To do:
A faithful copy of the data is what is wanted, minus any pictures.

Excerpted data:
== Segment start ==

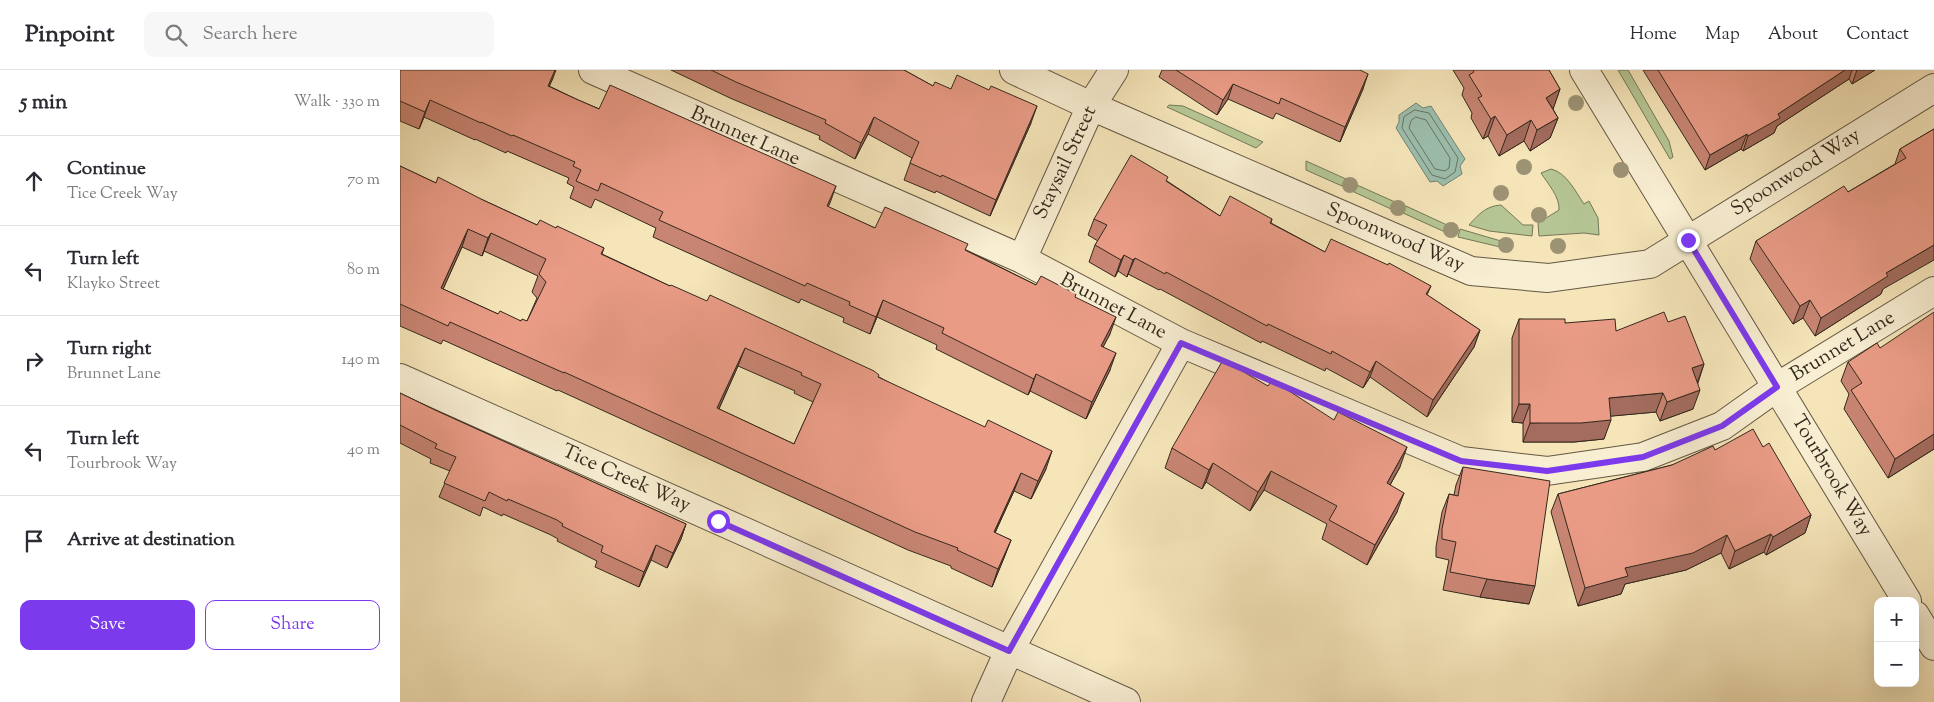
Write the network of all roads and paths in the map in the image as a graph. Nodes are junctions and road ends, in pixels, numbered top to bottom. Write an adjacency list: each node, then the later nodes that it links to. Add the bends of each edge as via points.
1 (593, 70): 8 (street, Brunnet Lane)
2 (1014, 70): 6 (street, Spoonwood Way)
3 (1114, 70): 6 (street, Staysail Street)
4 (1584, 70): 7 (street, Tourbrook Way)
5 (1934, 88): 7 (street, Spoonwood Way)
6 (1091, 106): 7 (street, Spoonwood Way, via 1471,271 1548,278 1650,264); 8 (street, Staysail Street)
7 (1688, 240): 12 (street, Tourbrook Way)
8 (1022, 259): 10 (street, Brunnet Lane)
9 (1934, 291): 12 (street, Brunnet Lane)
10 (1181, 343): 12 (street, Brunnet Lane, via 1461,461 1547,471 1643,457 1722,426); 16 (street)
11 (400, 378): 16 (street, Tice Creek Way)
12 (1777, 387): 13 (street, Tourbrook Way)
13 (1905, 597)
14 (1919, 622): 15 (street)
15 (1934, 646)
16 (1009, 651): 17 (street); 18 (street, Tice Creek Way)
17 (986, 702)
18 (1126, 702)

== Segment end ==

Task answer:
Write the network of all roads and paths in the map in the image as a graph. Nodes are junctions and road ends, in pixels, numbered top to bottom. Write an adjacency list: each node, then the later nodes that it links to. Add the bends of each edge as via points.
1 (593, 70): 8 (street, Brunnet Lane)
2 (1014, 70): 6 (street, Spoonwood Way)
3 (1114, 70): 6 (street, Staysail Street)
4 (1584, 70): 7 (street, Tourbrook Way)
5 (1934, 88): 7 (street, Spoonwood Way)
6 (1091, 106): 7 (street, Spoonwood Way, via 1471,271 1548,278 1650,264); 8 (street, Staysail Street)
7 (1688, 240): 12 (street, Tourbrook Way)
8 (1022, 259): 10 (street, Brunnet Lane)
9 (1934, 291): 12 (street, Brunnet Lane)
10 (1181, 343): 12 (street, Brunnet Lane, via 1461,461 1547,471 1643,457 1722,426); 16 (street)
11 (400, 378): 16 (street, Tice Creek Way)
12 (1777, 387): 13 (street, Tourbrook Way)
13 (1905, 597)
14 (1919, 622): 15 (street)
15 (1934, 646)
16 (1009, 651): 17 (street); 18 (street, Tice Creek Way)
17 (986, 702)
18 (1126, 702)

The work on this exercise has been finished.